# Check correlation between selected features

Aim: Check correlation between 8 features selected by feature selection. These features are:

* S2BrainImagingTime_min
* S2StrokeType_Infarction
* S2NihssArrival
* S1OnsetTimeType_Precise
* S2RankinBeforeStroke
* StrokeTeam
* AFAnticoagulent_Yes
* S1OnsetToArrival_min

In [1]:
# import libraries
import matplotlib.pyplot as plt
import numpy as np
import pandas as pd
from matplotlib import cm
from sklearn.preprocessing import StandardScaler

# Import data (combine all data, but drop stroke team)
train = pd.read_csv('../data/10k_training_test/cohort_10000_train.csv')
test = pd.read_csv('../data/10k_training_test/cohort_10000_test.csv')
data = pd.concat([train, test], axis=0)
data.drop('StrokeTeam', axis=1, inplace=True)
thrombolysis = data['S2Thrombolysis']

# Load features (drop stroke team if present)
number_of_features_to_use = 8
key_features = pd.read_csv('./output/feature_selection.csv')
key_features = list(key_features['feature'])[:number_of_features_to_use]
if 'StrokeTeam' in key_features:
    key_features.remove('StrokeTeam')

# Restrict data
data = data[key_features]

## Standardise data

After scaling data, the reported covariance will be the correlation between data features.

In [2]:
sc=StandardScaler() 
sc.fit(data)
data_std=sc.transform(data)
data_std = pd.DataFrame(data_std, columns =list(data))

## Calculate correlation between features

In [3]:
# Get covariance
cov = data_std.cov()

# Convert from wide to tall
cov = cov.melt(ignore_index=False)

# Remove self-correlation
mask = cov.index != cov['variable']
cov = cov[mask]

# Add absolute value
cov['abs_value'] = np.abs(cov['value'])

# Add R-squared
cov['r-squared'] = cov['value'] ** 2

# Sort by absolute covariance
cov.sort_values('abs_value', inplace=True, ascending=False)

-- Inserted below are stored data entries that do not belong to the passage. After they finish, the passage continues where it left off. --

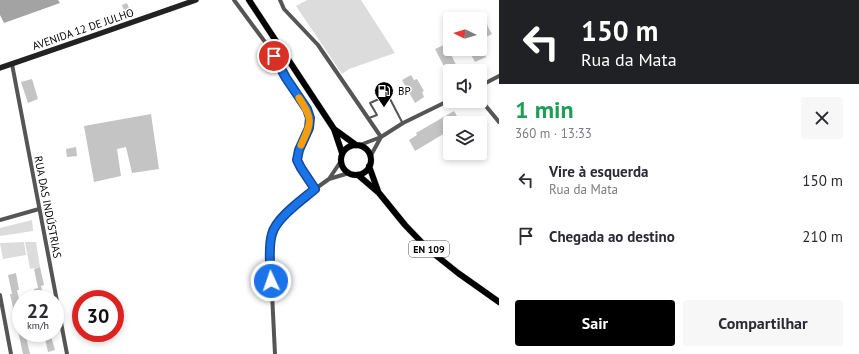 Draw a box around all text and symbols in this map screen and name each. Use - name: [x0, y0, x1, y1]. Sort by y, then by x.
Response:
- street label: AVENIDA 12 DE JULHO: [30, 5, 136, 53]
- north arrow: [443, 12, 487, 56]
- map controls: [443, 12, 487, 160]
- text: 150 m: [581, 12, 658, 49]
- icon: left: [515, 16, 567, 68]
- pin: [257, 39, 291, 73]
- icon: arrive: [263, 45, 285, 67]
- text: Rua da Mata: [581, 48, 677, 71]
- button: sound: [443, 64, 487, 108]
- fuel station icon: BP: [373, 80, 395, 108]
- place label: BP: [398, 84, 411, 98]
- text: 1 min: [515, 94, 574, 125]
- button: close: [801, 97, 843, 139]
- button: layers: [443, 116, 487, 160]
- text: 360 m · 13:33: [515, 125, 592, 142]
- street label: RUA DAS INDÚSTRIAS: [31, 155, 65, 259]
- text: Vire à esquerda: [549, 162, 648, 181]
- icon: left: [515, 169, 537, 191]
- text: 150 m: [802, 171, 843, 190]
- text: Rua da Mata: [549, 181, 618, 198]
- icon: arrive: [515, 225, 537, 247]
- text: Chegada ao destino: [549, 227, 675, 246]
- text: 210 m: [802, 227, 843, 246]
- road number: EN 109: [409, 241, 449, 257]
- position arrow: [250, 260, 292, 302]
- speed limit sign: 30: [72, 290, 124, 342]
- text: 22: [27, 298, 49, 324]
- button: Sair: [515, 300, 675, 346]
- button: Compartilhar: [683, 300, 843, 346]
- text: km/h: [27, 319, 49, 332] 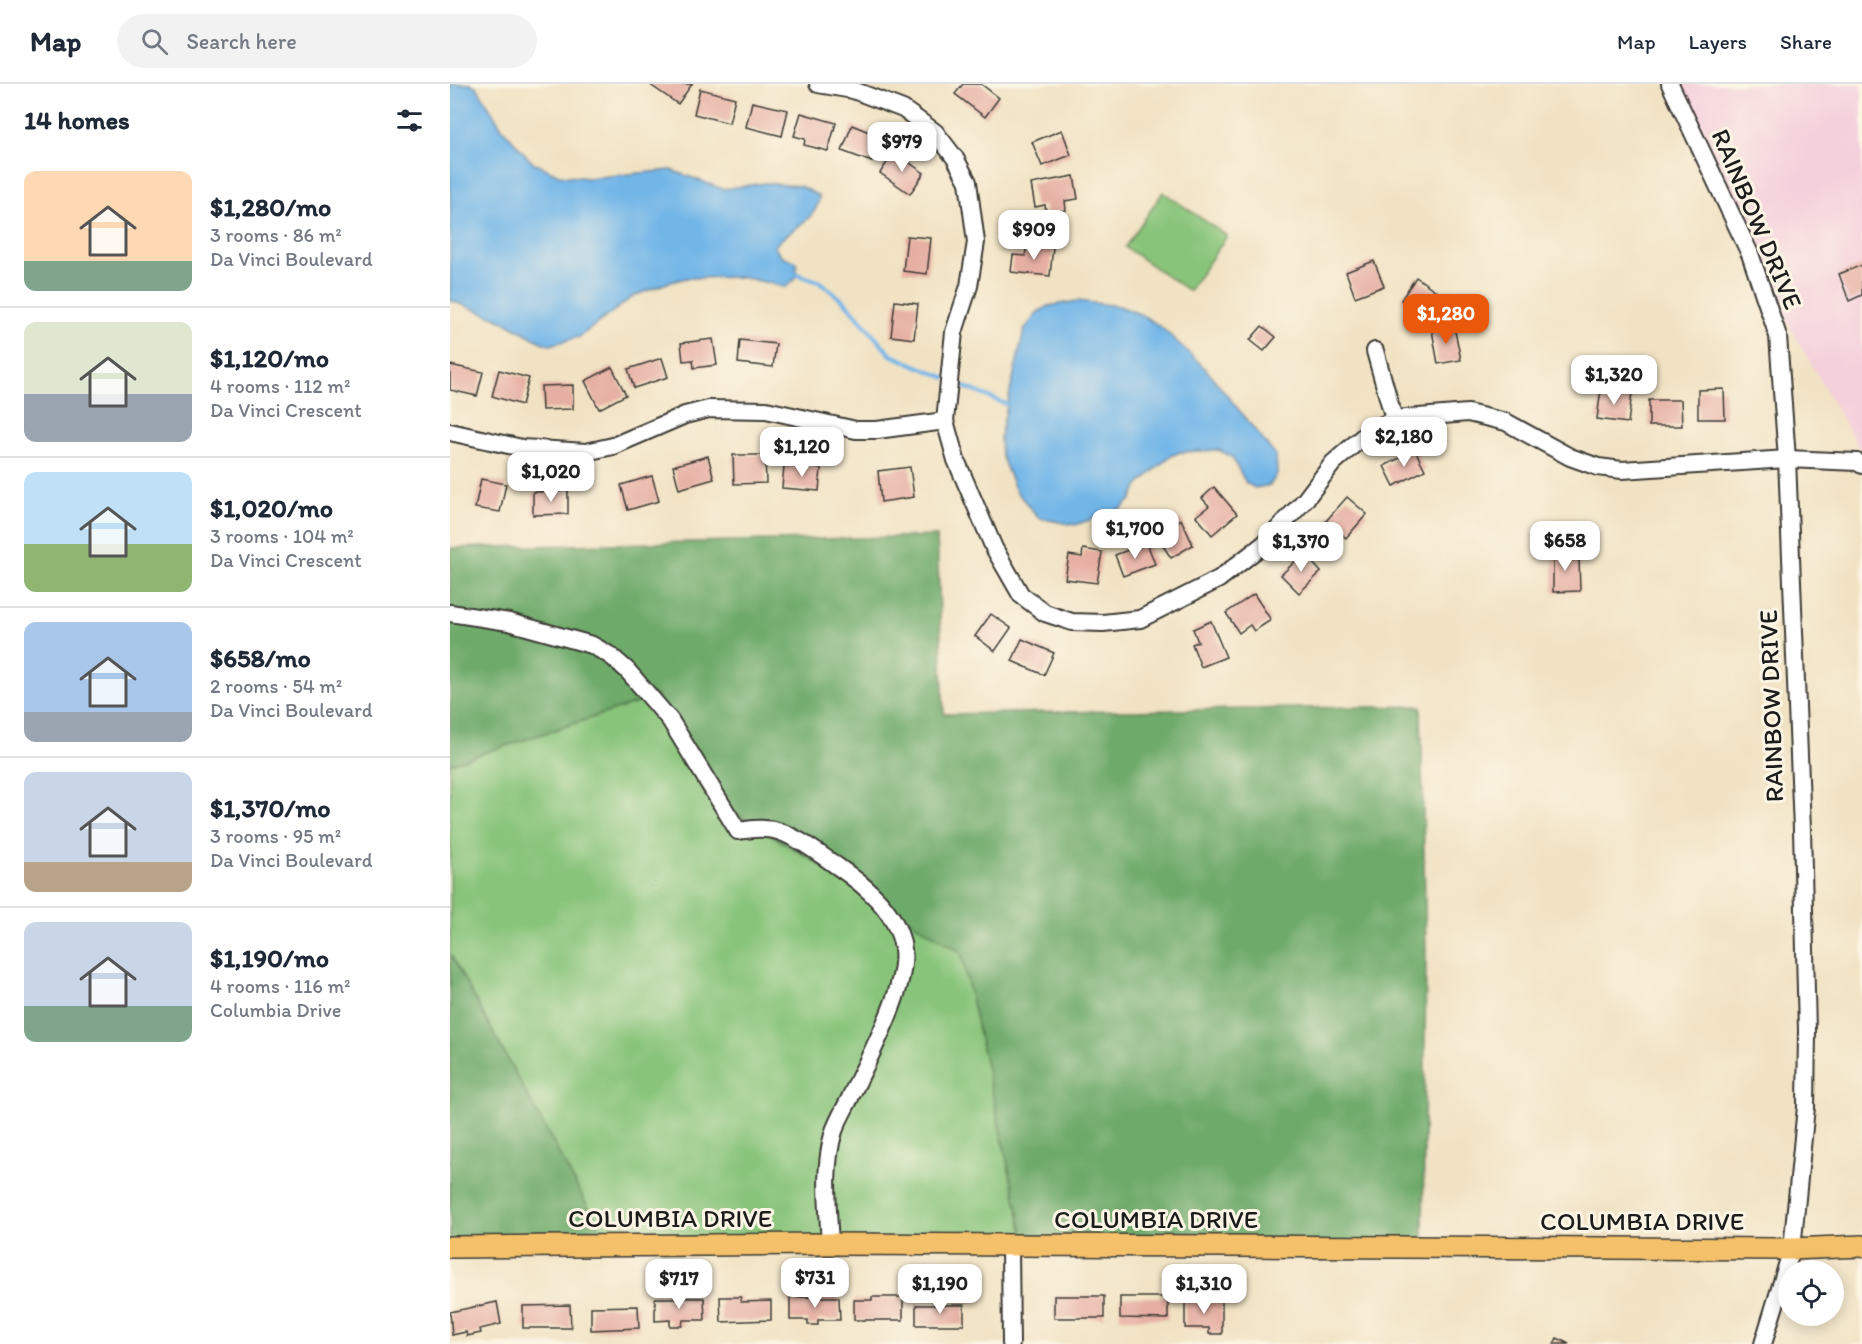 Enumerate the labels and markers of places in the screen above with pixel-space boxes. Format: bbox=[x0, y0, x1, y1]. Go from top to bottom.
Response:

# Round to four decimal places
cov = cov.round(4)

# Remove duplicate pairs of features
result = []
for index, values in cov.iterrows():
    combination = [index, values['variable']]
    combination.sort()
    string = combination[0] + "-" + combination[1]
    result.append(string)
cov['pair'] = result
cov.sort_values('pair', inplace=True)
cov.drop_duplicates(subset=['pair'], inplace=True)
cov.drop('pair', axis=1, inplace=True)

# Sort by r-squared
cov.sort_values('r-squared', ascending=False, inplace=True)

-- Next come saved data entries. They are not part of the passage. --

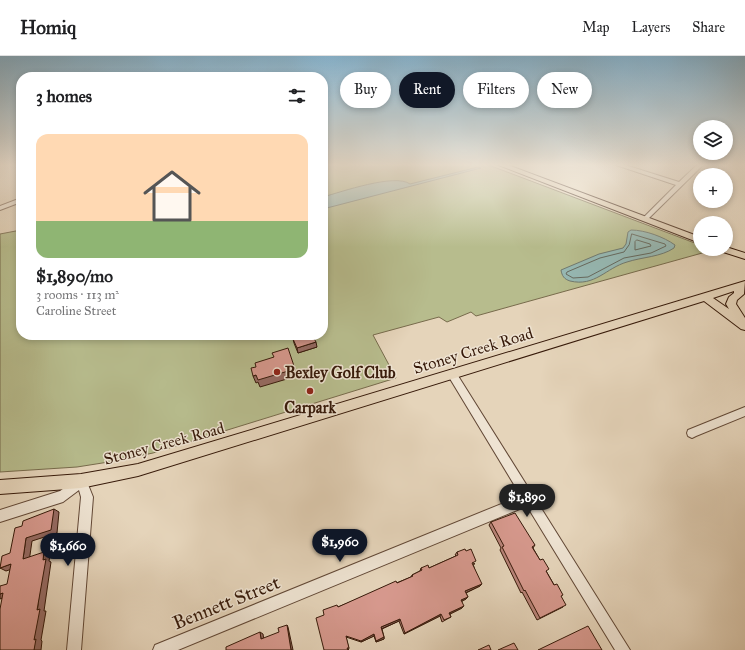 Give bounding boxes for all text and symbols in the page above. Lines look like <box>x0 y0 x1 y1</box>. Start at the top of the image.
text: Homiq <box>20 16 76 39</box>
text: Map <box>582 19 610 36</box>
text: Layers <box>632 19 670 36</box>
text: Share <box>692 19 725 36</box>
chip: Buy <box>340 72 391 108</box>
chip: Rent <box>399 72 455 108</box>
chip: Filters <box>463 72 529 108</box>
chip: New <box>537 72 592 108</box>
icon: filters <box>286 85 308 107</box>
text: 3 homes <box>36 86 92 107</box>
map controls <box>693 120 733 256</box>
button: layers <box>693 120 733 160</box>
icon: home <box>136 160 208 232</box>
button: + <box>693 168 733 208</box>
button: − <box>693 216 733 256</box>
text: $1,890/mo <box>36 266 113 287</box>
text: 3 rooms · 113 m² <box>36 287 119 303</box>
text: Caroline Street <box>36 303 116 319</box>
street label: Stoney Creek Road <box>411 323 535 378</box>
place label: Bexley Golf Club <box>285 363 396 383</box>
marker: Bexley Golf Club <box>272 367 282 377</box>
marker: Carpark <box>305 386 315 396</box>
place label: Carpark <box>284 398 336 418</box>
street label: Stoney Creek Road <box>102 418 227 469</box>
pin: $1,890 <box>494 484 560 518</box>
text: $1,890 <box>508 489 546 505</box>
pin: $1,960 <box>307 529 373 563</box>
pin: $1,660 <box>35 533 101 567</box>
text: $1,960 <box>321 534 359 550</box>
text: $1,660 <box>49 538 87 554</box>
street label: Bennett Street <box>169 570 283 634</box> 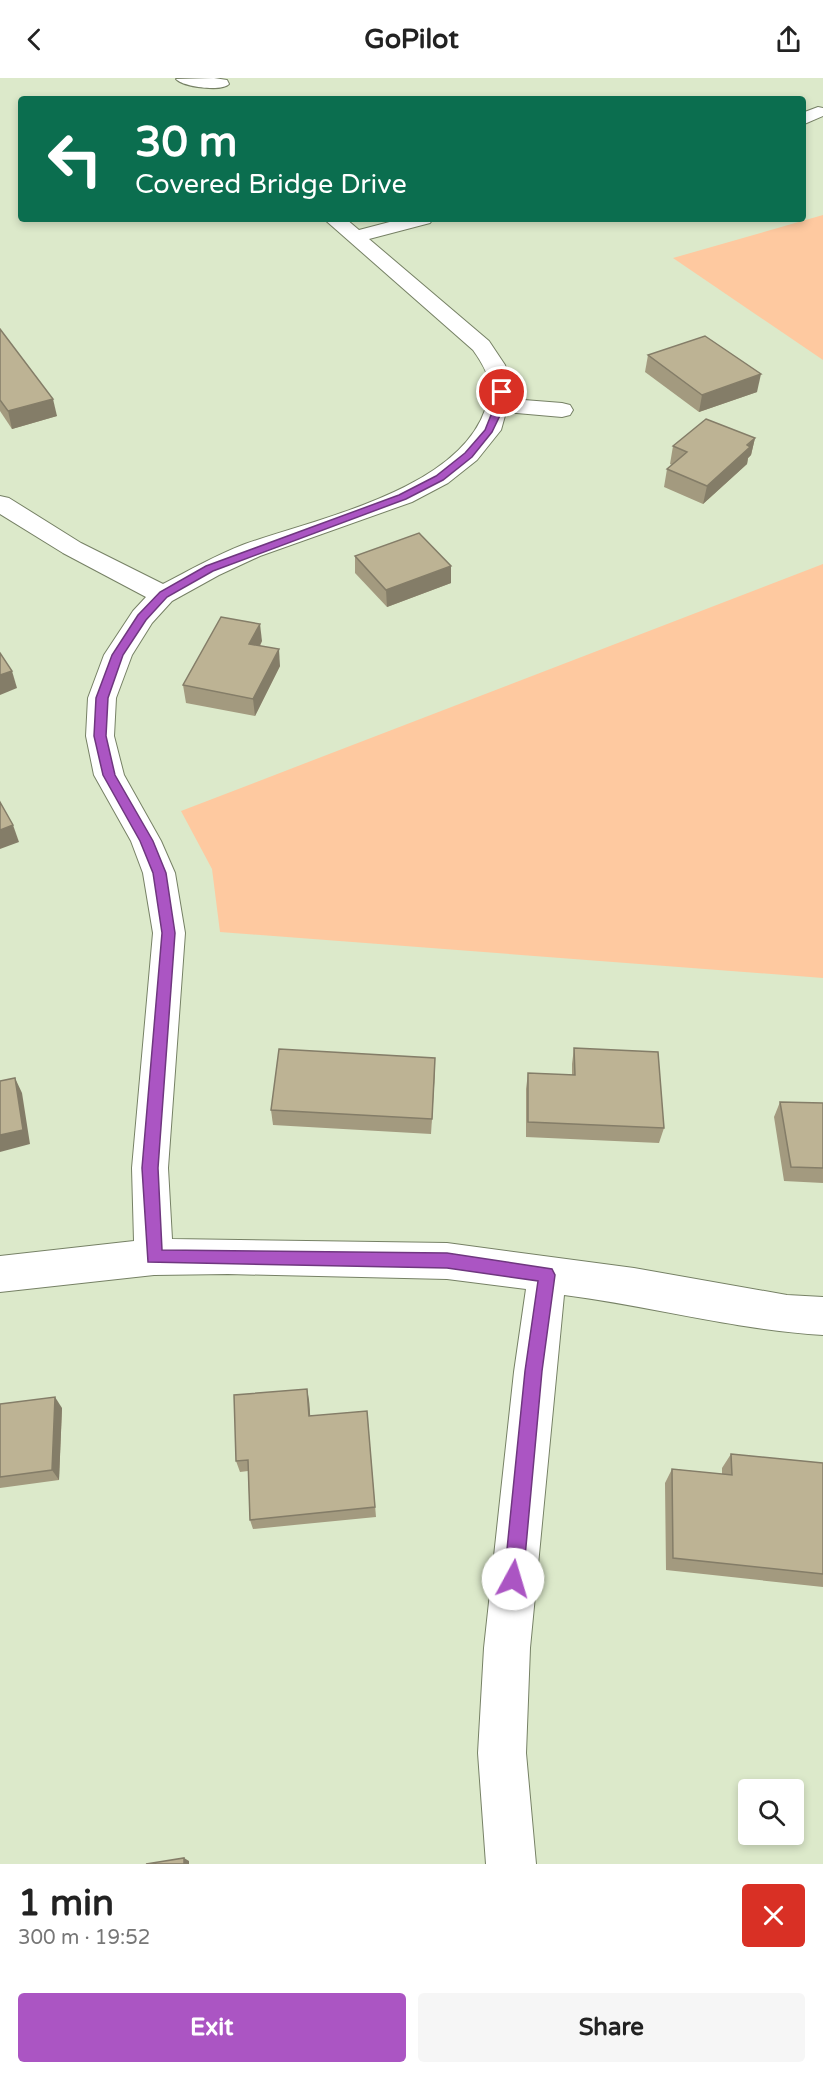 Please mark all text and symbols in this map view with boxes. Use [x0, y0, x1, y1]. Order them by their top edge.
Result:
icon: back [18, 23, 51, 56]
text: GoPilot [364, 23, 459, 56]
icon: share [772, 23, 805, 56]
text: 30 m [135, 117, 237, 168]
icon: left [36, 120, 114, 198]
text: Covered Bridge Drive [135, 168, 407, 201]
pin [476, 366, 527, 417]
icon: arrive [485, 375, 518, 408]
position arrow [481, 1547, 545, 1611]
map controls [738, 1779, 804, 1845]
button: search [738, 1779, 804, 1845]
text: 1 min [18, 1882, 114, 1925]
button: close [742, 1884, 805, 1947]
text: 300 m · 19:52 [18, 1926, 150, 1950]
button: Exit [18, 1993, 406, 2062]
button: Share [418, 1993, 805, 2062]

Display R-squared (sorted by R-squared)

In [4]:
cov[['variable', 'r-squared']]

Unnamed: 0,variable,r-squared
S2NihssArrival,S2RankinBeforeStroke,0.0454
S2StrokeType_Infarction,S2NihssArrival,0.0386
S1OnsetToArrival_min,S1OnsetTimeType_Precise,0.0344
S1OnsetToArrival_min,S2NihssArrival,0.0186
S2RankinBeforeStroke,S1OnsetTimeType_Precise,0.0131
AFAnticoagulent_Yes,S2RankinBeforeStroke,0.007
S2StrokeType_Infarction,AFAnticoagulent_Yes,0.0033
S1OnsetToArrival_min,S2RankinBeforeStroke,0.0022
S1OnsetTimeType_Precise,S2BrainImagingTime_min,0.0021
AFAnticoagulent_Yes,S2NihssArrival,0.0019


## Observations

There are only very weak correlations between the selected features with no R-squared being greater than 0.05.